■ **Work instructions**
Look for the string "Cross" in the listing below, then copy every line that has it.

——————————

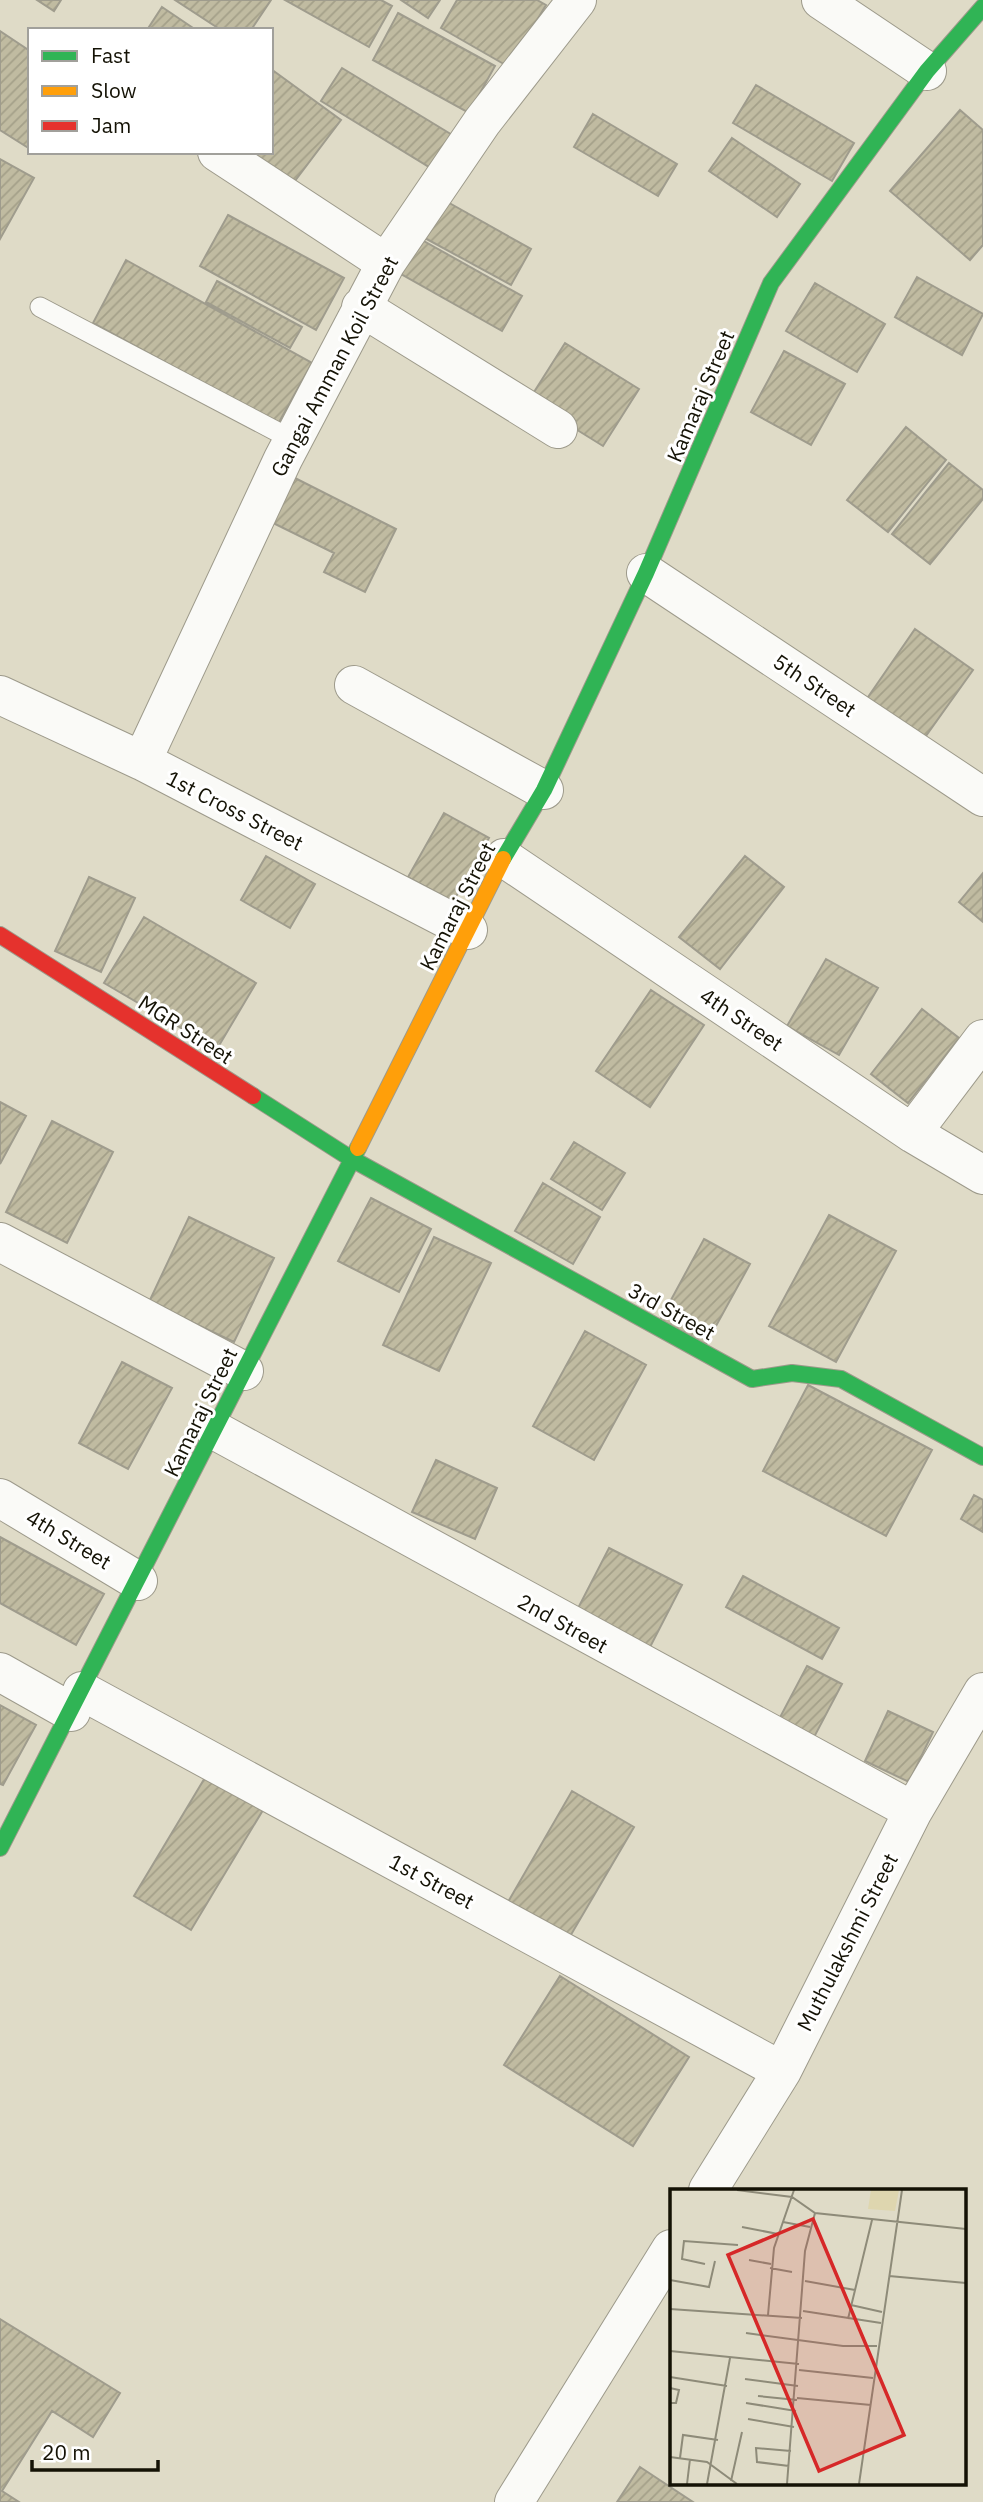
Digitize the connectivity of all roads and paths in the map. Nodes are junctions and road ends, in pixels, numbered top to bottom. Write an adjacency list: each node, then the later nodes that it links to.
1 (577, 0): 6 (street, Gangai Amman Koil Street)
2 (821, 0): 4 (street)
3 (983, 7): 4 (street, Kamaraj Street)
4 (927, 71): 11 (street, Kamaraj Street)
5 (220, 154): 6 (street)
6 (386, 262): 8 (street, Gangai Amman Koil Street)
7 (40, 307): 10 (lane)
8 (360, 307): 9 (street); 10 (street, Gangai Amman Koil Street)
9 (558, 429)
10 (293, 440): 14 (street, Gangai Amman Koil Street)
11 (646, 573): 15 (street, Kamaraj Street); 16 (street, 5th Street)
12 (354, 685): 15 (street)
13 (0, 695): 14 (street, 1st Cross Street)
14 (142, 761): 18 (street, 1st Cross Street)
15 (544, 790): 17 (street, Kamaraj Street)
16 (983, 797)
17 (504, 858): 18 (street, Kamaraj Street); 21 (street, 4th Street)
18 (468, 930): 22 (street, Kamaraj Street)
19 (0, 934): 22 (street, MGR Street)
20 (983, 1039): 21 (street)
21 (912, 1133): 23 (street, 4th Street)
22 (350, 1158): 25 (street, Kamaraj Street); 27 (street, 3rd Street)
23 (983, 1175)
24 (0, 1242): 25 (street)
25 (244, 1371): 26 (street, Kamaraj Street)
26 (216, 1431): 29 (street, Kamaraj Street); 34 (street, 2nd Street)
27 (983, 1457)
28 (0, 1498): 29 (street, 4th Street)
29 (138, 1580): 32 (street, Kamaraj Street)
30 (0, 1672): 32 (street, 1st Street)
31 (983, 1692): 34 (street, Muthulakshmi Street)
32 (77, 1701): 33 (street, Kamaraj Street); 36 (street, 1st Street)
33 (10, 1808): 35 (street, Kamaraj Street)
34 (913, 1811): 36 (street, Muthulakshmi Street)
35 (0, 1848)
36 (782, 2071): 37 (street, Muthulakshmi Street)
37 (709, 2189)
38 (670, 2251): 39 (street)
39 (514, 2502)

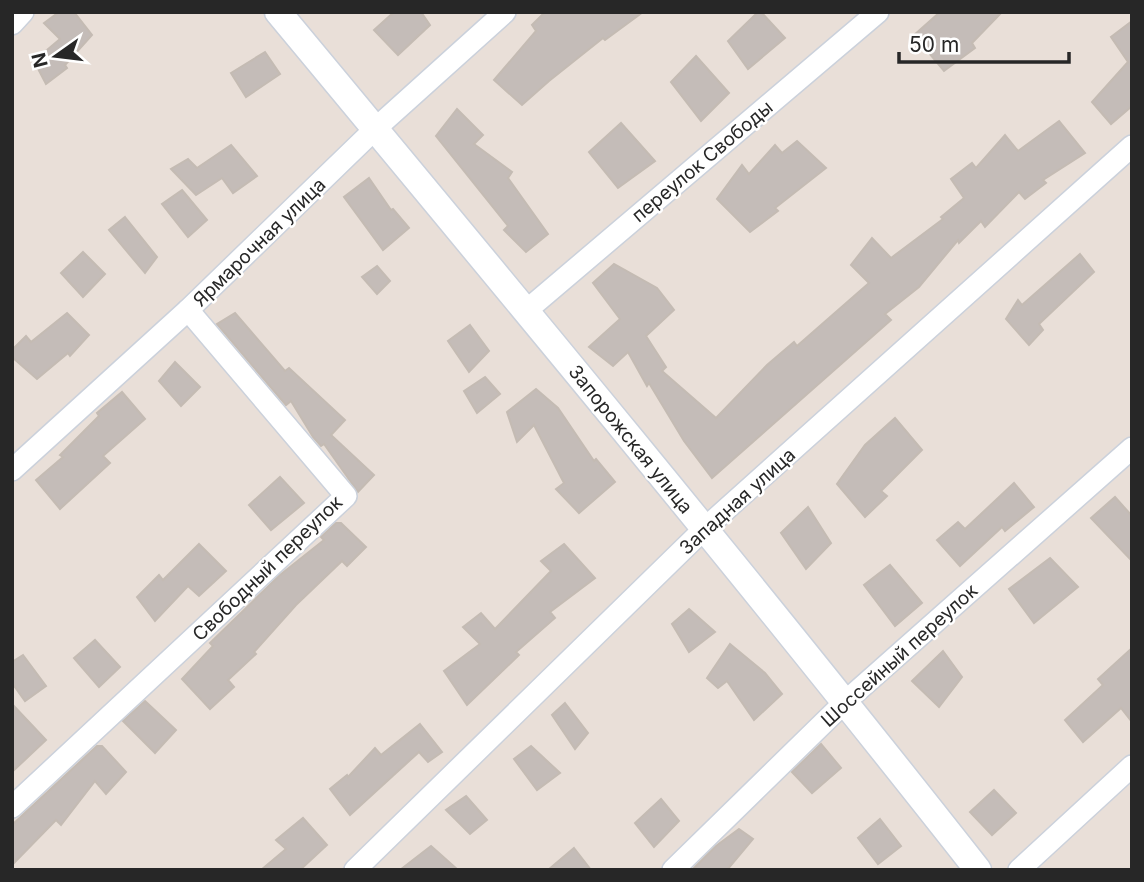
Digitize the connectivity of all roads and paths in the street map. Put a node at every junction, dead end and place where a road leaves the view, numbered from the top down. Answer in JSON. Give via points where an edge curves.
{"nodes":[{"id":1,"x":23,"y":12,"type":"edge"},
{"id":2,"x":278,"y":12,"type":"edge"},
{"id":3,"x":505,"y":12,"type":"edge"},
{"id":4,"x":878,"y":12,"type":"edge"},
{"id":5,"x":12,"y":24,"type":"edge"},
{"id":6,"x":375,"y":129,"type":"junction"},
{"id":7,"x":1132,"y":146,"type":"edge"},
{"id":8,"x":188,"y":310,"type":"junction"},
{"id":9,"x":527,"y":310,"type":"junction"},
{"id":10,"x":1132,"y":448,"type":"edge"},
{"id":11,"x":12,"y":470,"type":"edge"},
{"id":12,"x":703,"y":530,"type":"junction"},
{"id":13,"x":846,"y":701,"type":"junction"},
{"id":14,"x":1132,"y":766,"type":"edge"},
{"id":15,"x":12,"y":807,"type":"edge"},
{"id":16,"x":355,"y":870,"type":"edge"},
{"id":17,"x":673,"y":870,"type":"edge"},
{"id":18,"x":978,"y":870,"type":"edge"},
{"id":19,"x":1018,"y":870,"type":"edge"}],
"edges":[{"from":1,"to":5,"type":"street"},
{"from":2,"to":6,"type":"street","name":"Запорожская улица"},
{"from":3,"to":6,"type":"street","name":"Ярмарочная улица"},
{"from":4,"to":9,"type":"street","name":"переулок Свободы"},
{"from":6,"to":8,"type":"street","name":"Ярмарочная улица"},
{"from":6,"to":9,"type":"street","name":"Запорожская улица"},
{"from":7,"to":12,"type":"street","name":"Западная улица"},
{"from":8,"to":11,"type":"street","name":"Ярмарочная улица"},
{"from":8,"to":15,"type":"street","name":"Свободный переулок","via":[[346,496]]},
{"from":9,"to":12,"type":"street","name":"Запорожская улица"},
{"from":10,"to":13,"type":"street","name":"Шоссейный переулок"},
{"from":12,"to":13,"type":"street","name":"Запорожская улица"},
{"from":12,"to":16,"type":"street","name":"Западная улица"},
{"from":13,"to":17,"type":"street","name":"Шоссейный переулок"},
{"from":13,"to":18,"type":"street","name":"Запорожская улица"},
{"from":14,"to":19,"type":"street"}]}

——————————

■ **Exercise output**
13 (0, 695): 14 (street, 1st Cross Street)
14 (142, 761): 18 (street, 1st Cross Street)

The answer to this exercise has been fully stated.